Setiap orang harus peka dan peduli terhadap lingkungan sekitarnya di manapun dia berada di rumah atau di tempat kerja. Sikap masa bodoh tidaklah terpuji ...

Rabu malam Kamis, pukul 23.00

Pardi baru saja datang. Buku absen juga baru ia tanda tangani. Acara serah terima, berupa laporan dari penjaga sebelumnya, berlangsung singkat saja. Setelah itu, Pardi memasak air ingin rasanya dia menyeruput kopi kental panas sebelum mulai meronda keliling pabrik.

Ini malam pertama Pardi jaga malam. Ia muka baru di jajaran penjaga malam pabrik. Menurut kebiasaan yang sudah berlaku di pabrik, ada tiga orang yang berjaga setiap malam. Namun sampai air dalam panci kecil itu sudah mendidih, Pardi belum melihat dua rekannya yang lain. Saat kopi sudah di tuang di gelas, Dudung dan Yatno baru muncul. Wajah mereka lusuh dan tampak letih.

"Maaf, Di, kita terlambat. Maklum, sepanjang siang tadi, kita berdua dapat kerjaan di luar. Lumayan, nambah buat jatah dapur," ujar Dudung.

Pardi maklum. Dalam hidup yang kian berat, kadang-kadang orang harus pandai-pandai bersiasat.

"Rasanya, kita mau nge-bon dahulu sama kamu, malam ini," sambung Yatno.

"Nge-bon ? Tanya Pardi. Ia tidak tahu istilah itu.

"Iya, kita mau minta tolong sama kamu. Ng, maksudnya, rasanya kita berdua tidak akan kuat jaga sampai pagi. Jadi ...," Dudung mencoba menjelaskan.

"Begini, nge-bon maksudnya, kita berdua terpaksa harus istirahat, sementara kamu yang jaga. Lain kali, kalau kamu juga ada urusan, kita bisa gantian. Lagi pula, kamu kan orang baru ... engga apa-apa kan ?" Sambung Yatno.

Sekali lagi Pardi maklum. Perlahan-lahan ia menganggukan kepala.

"Awas, jangan lapor sama komandan, lho," pesan Dudung kemudian.

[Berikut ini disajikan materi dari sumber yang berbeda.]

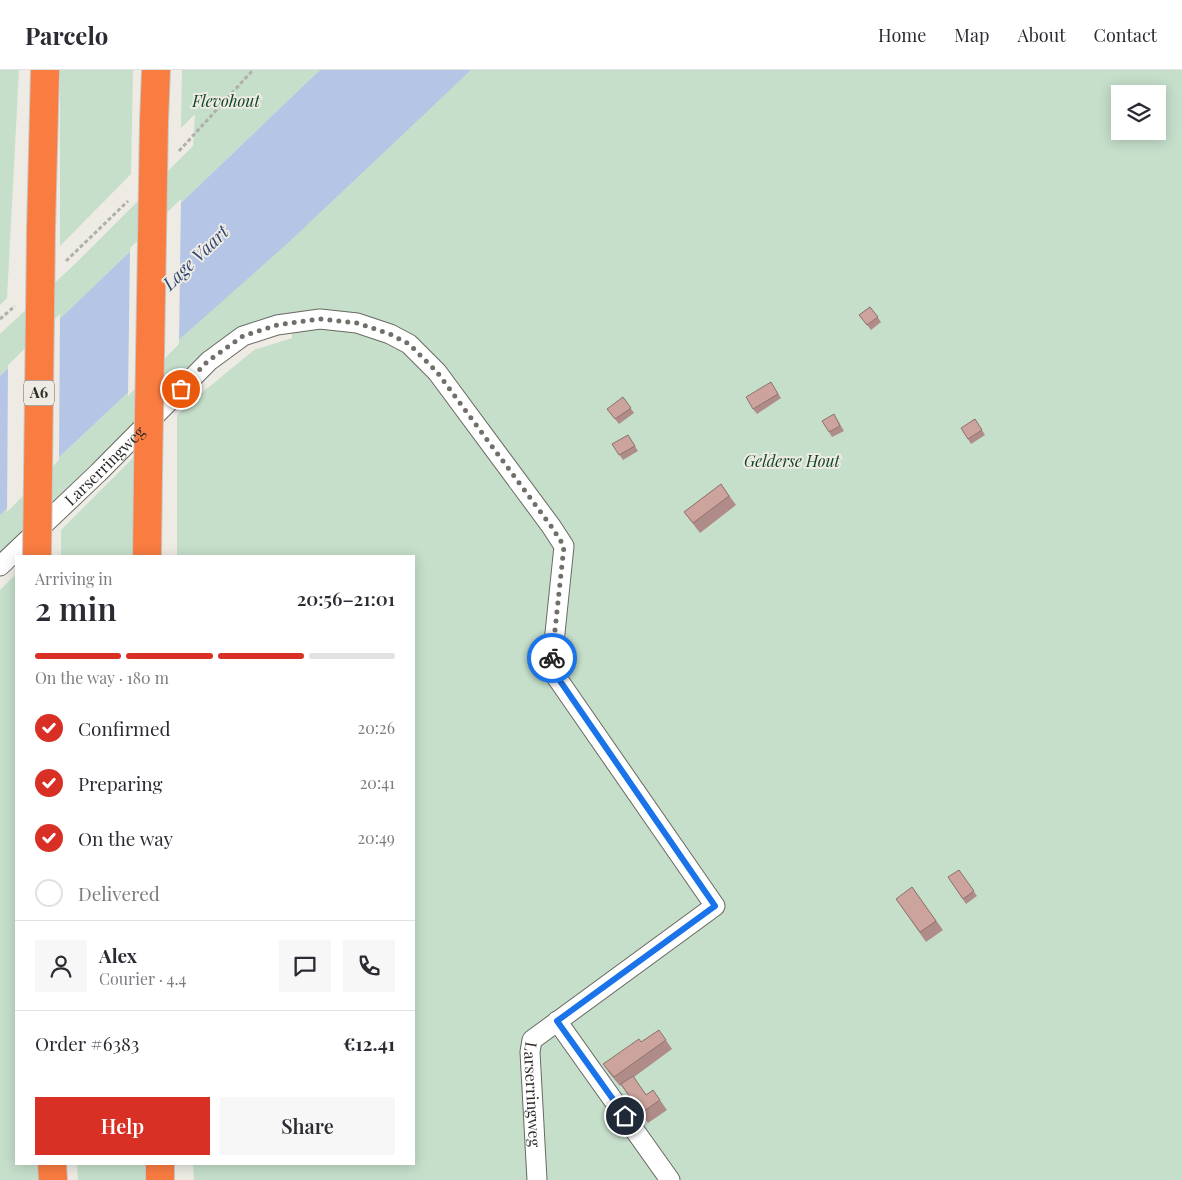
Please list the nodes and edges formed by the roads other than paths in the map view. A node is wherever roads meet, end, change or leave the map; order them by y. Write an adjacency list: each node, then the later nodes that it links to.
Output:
1 (45, 70): 3 (highway, A6, bridge)
2 (156, 70): 4 (highway, bridge)
3 (37, 555)
4 (147, 555)
5 (0, 566): 6 (street, Larserringweg)
6 (557, 1021): 11 (street, Larserringweg); 12 (street, Larserringweg)
7 (52, 1165): 9 (highway)
8 (160, 1165): 10 (highway)
9 (52, 1180)
10 (160, 1180)
11 (537, 1180)
12 (670, 1180)

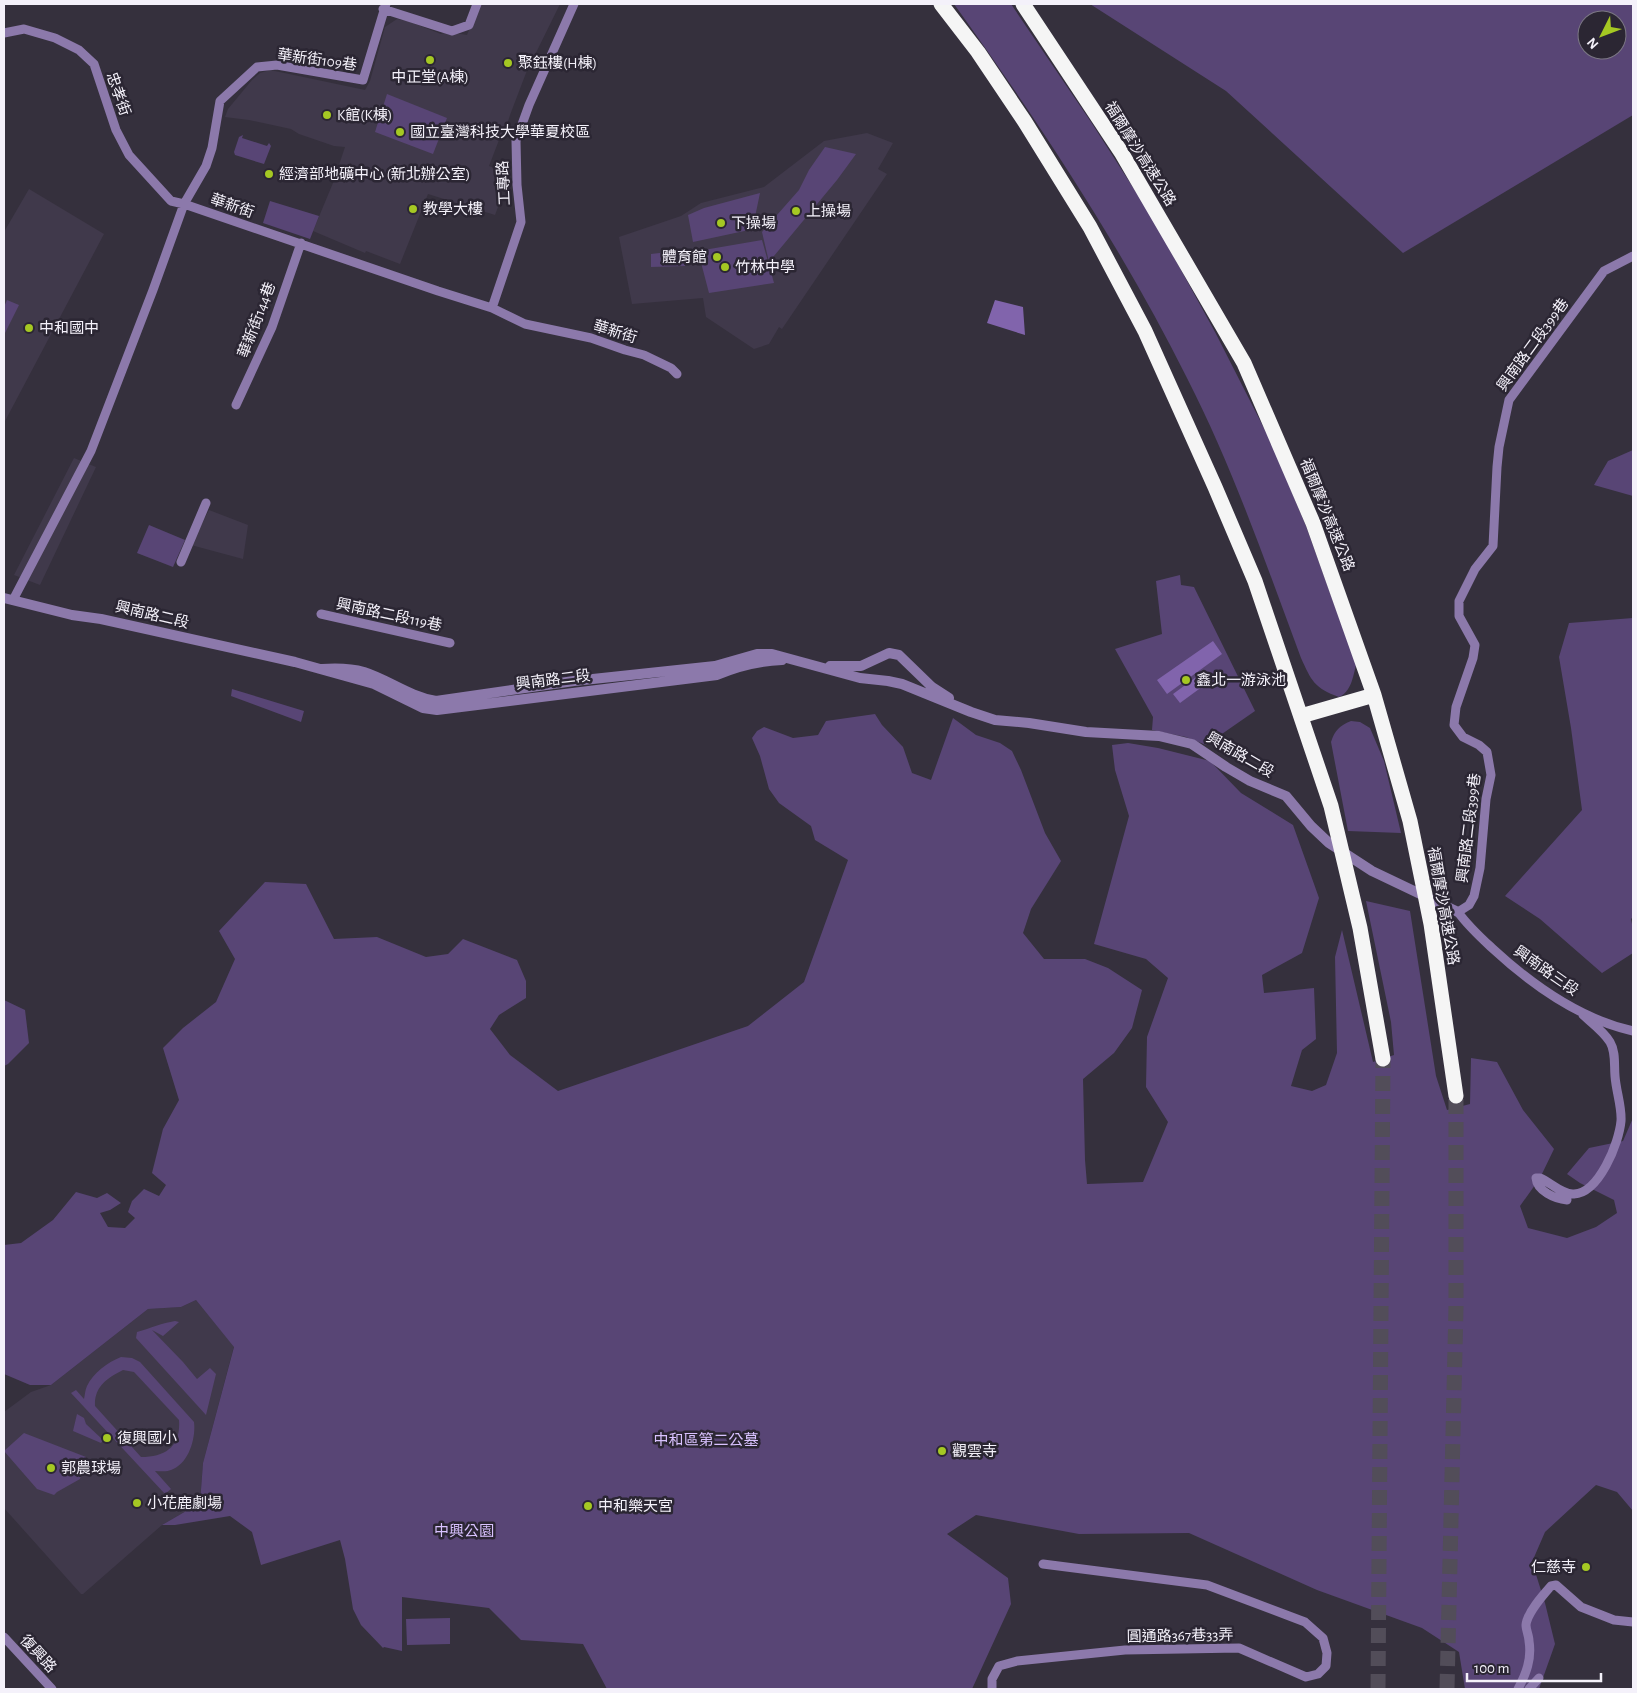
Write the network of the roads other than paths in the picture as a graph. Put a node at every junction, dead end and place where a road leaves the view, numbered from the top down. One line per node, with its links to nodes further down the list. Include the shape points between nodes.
1 (476, 4): 5 (street, via 469,25 452,30)
2 (574, 4): 10 (street, 工專路, via 532,96 516,141 520,222)
3 (941, 4): 21 (highway, via 978,52 1090,227 1142,326 1255,581)
4 (1023, 4): 19 (highway, 福爾摩沙高速公路, via 1121,152 1244,363 1313,523)
5 (384, 6): 7 (street, 華新街109巷, via 363,80 277,66 257,67 220,101 206,166)
6 (4, 32): 7 (street, 忠孝街, via 24,28 55,38 79,50 94,64 116,130 129,155 171,201)
7 (184, 204): 8 (street, 華新街); 15 (street, via 91,451)
8 (300, 243): 10 (street, 華新街); 12 (street, 華新街144巷, via 272,327)
9 (1633, 256): 22 (street, 興南路二段399巷, via 1604,271 1509,400 1497,467 1493,546 1475,569 1460,601 1459,616 1475,645 1456,707 1454,725 1463,737 1487,752 1491,775 1474,896)
10 (492, 308): 11 (street, 華新街, via 525,324 591,338 644,355)
11 (677, 374)
12 (236, 405)
13 (206, 503): 14 (street)
14 (181, 562)
15 (8, 599): 18 (street, 興南路二段, via 72,616 102,618 295,662 374,684 423,708 437,710 716,675 766,661 792,660)
16 (321, 614): 17 (street, 興南路二段119巷)
17 (450, 643)
18 (810, 664): 20 (street, 興南路二段, via 860,678 902,684); 20 (street, 興南路二段, via 861,666 890,653 899,655 932,687)
19 (1374, 695): 21 (highway); 26 (highway, 福爾摩沙高速公路, via 1410,821 1430,924)
20 (971, 712): 22 (street, 興南路二段, via 995,720 1086,732 1158,736 1192,744 1250,781 1286,796 1329,843 1372,871)
21 (1301, 716): 25 (highway, via 1331,806 1360,928)
22 (1458, 912): 23 (street, 興南路三段, via 1467,925 1514,969)
23 (1577, 1010): 24 (street, 興南路三段); 27 (street, via 1610,1042 1615,1058 1621,1120 1609,1160 1598,1178 1585,1190 1566,1193 1536,1178 1539,1187 1558,1199)
24 (1633, 1031)
25 (1383, 1058)
26 (1456, 1096)
27 (1567, 1200)
28 (1043, 1564): 33 (street, 圓通路367巷33弄, via 1207,1585 1305,1622 1323,1638 1326,1666 1318,1674 1306,1677 1239,1648 1125,1650 1017,1660 998,1666 992,1679)
29 (1633, 1622): 34 (street, via 1614,1620 1581,1607 1556,1585 1551,1586 1534,1607 1526,1625 1530,1659)
30 (4, 1637): 32 (street, 復興路)
31 (1539, 1678): 35 (street)
32 (52, 1689)
33 (992, 1689)
34 (1518, 1689)
35 (1529, 1689)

Setelah itu Yatno dan Dudung masuk ke bilik khusus disediakan untuk penjaga malam. Saat Pardi mulai menikmati kopi panasnya, dari dalam bilik ia mendengar dengkur pulas dua rekannya. Pardi hanya geleng kepala !

Setelah kopi dalam gelasnya tandas, Pardi mengambil tongkat dan senter. Ia berniat meronda keliling pabrik sedirian ! Pabrik yang menjadi tanggung jawab Pardi malam itu tak begitu luas. Besarnya kira-kira hanya dua hektar. Bangunannya termasuk kuno. Konon, pabrik kecap itu mulai dibangun setelah perang kemerdekaan dan masih bertahan hingga kini. Produksinya tidak banyak, karena hanya melayani pelanggan di seputar Jawa Tengah.

Pemilik tetap dari keluarga yang sama. Artinya, sejak pertama berdiri, pabrik kecap ini tak pernah beralih tangan atau dijual. Saat ini yang mengelola pabrik para cucu Pak Herman, pendiri pabrik yang telah lama meninggal.

Konon, menurut kisah yang sempat hinggap di telinga Pardi, Pak Herman terkenal baik dan bijaksana. Ia tidak pernah ngotot dalam berusaha. Apa adanya saja. Dahulu, niat Pak Herman mendirikan pabrik itu ingin menolong penduduk sekitar, yang saat itu banyak menganggur.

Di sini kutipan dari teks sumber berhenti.